Files
flyer-crawler.projectium.com/DATABASE.md

5.9 KiB

Database Setup

Flyer Crawler uses PostgreSQL with several extensions for full-text search, geographic data, and UUID generation.


Required Extensions

Extension Purpose
postgis Geographic/spatial data for store locations
pg_trgm Trigram matching for fuzzy text search
uuid-ossp UUID generation for primary keys

Database Users

This project uses environment-specific database users to isolate production and test environments:

User Database Purpose
flyer_crawler_prod flyer-crawler-prod Production
flyer_crawler_test flyer-crawler-test Testing

Production Database Setup

Step 1: Install PostgreSQL

sudo apt update
sudo apt install postgresql postgresql-contrib

Step 2: Create Database and User

Switch to the postgres system user:

sudo -u postgres psql

Run the following SQL commands (replace 'a_very_strong_password' with a secure password):

-- Create the production role
CREATE ROLE flyer_crawler_prod WITH LOGIN PASSWORD 'a_very_strong_password';

-- Create the production database
CREATE DATABASE "flyer-crawler-prod" WITH OWNER = flyer_crawler_prod;

-- Connect to the new database
\c "flyer-crawler-prod"

-- Grant schema privileges
ALTER SCHEMA public OWNER TO flyer_crawler_prod;
GRANT CREATE, USAGE ON SCHEMA public TO flyer_crawler_prod;

-- Install required extensions (must be done as superuser)
CREATE EXTENSION IF NOT EXISTS postgis;
CREATE EXTENSION IF NOT EXISTS pg_trgm;
CREATE EXTENSION IF NOT EXISTS "uuid-ossp";

-- Exit
\q

Step 3: Apply the Schema

Navigate to your project directory and run:

psql -U flyer_crawler_prod -d "flyer-crawler-prod" -f sql/master_schema_rollup.sql

This creates all tables, functions, triggers, and seeds essential data (categories, master items).

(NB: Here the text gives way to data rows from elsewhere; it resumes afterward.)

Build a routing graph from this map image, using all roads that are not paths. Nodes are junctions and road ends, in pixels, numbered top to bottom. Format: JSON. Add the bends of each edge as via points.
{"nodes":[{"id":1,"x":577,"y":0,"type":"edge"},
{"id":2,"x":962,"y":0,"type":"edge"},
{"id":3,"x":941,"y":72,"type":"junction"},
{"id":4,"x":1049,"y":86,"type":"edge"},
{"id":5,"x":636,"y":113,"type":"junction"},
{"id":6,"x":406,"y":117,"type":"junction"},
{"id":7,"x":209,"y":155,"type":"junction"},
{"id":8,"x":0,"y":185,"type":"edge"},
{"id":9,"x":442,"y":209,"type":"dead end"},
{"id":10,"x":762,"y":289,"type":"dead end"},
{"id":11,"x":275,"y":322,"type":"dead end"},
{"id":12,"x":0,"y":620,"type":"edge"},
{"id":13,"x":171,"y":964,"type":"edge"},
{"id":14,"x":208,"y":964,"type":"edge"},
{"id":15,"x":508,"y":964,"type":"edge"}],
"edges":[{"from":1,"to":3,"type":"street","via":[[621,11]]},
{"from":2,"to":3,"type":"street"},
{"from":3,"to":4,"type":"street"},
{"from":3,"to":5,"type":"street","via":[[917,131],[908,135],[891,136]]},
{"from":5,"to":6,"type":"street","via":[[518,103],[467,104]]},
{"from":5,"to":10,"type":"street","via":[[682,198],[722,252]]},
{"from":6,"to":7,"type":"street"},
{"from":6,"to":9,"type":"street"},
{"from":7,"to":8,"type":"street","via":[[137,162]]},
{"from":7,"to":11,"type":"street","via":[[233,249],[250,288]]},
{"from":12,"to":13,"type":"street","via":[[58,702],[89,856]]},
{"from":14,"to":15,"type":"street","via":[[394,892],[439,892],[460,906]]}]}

Step 4: Seed the Admin Account

Set the required environment variables and run the seed script:

export DB_USER=flyer_crawler_prod
export DB_PASSWORD=your_password
export DB_NAME="flyer-crawler-prod"
export DB_HOST=localhost

npx tsx src/db/seed_admin_account.ts

Test Database Setup

The test database is used by CI/CD pipelines and local test runs.

Step 1: Create the Test Database

sudo -u postgres psql
-- Create the test role
CREATE ROLE flyer_crawler_test WITH LOGIN PASSWORD 'a_very_strong_password';

-- Create the test database
CREATE DATABASE "flyer-crawler-test" WITH OWNER = flyer_crawler_test;

-- Connect to the test database
\c "flyer-crawler-test"

-- Grant schema privileges (required for test runner to reset schema)
ALTER SCHEMA public OWNER TO flyer_crawler_test;
GRANT CREATE, USAGE ON SCHEMA public TO flyer_crawler_test;

-- Install required extensions
CREATE EXTENSION IF NOT EXISTS postgis;
CREATE EXTENSION IF NOT EXISTS pg_trgm;
CREATE EXTENSION IF NOT EXISTS "uuid-ossp";

-- Exit
\q

Step 2: Configure CI/CD Secrets

Ensure these secrets are set in your Gitea repository settings:

Shared:

Secret Description
DB_HOST Database hostname (e.g., localhost)
DB_PORT Database port (e.g., 5432)

Production-specific:

Secret Description
DB_USER_PROD Production database user (flyer_crawler_prod)
DB_PASSWORD_PROD Production database password
DB_DATABASE_PROD Production database name (flyer-crawler-prod)

Test-specific:

Secret Description
DB_USER_TEST Test database user (flyer_crawler_test)
DB_PASSWORD_TEST Test database password
DB_DATABASE_TEST Test database name (flyer-crawler-test)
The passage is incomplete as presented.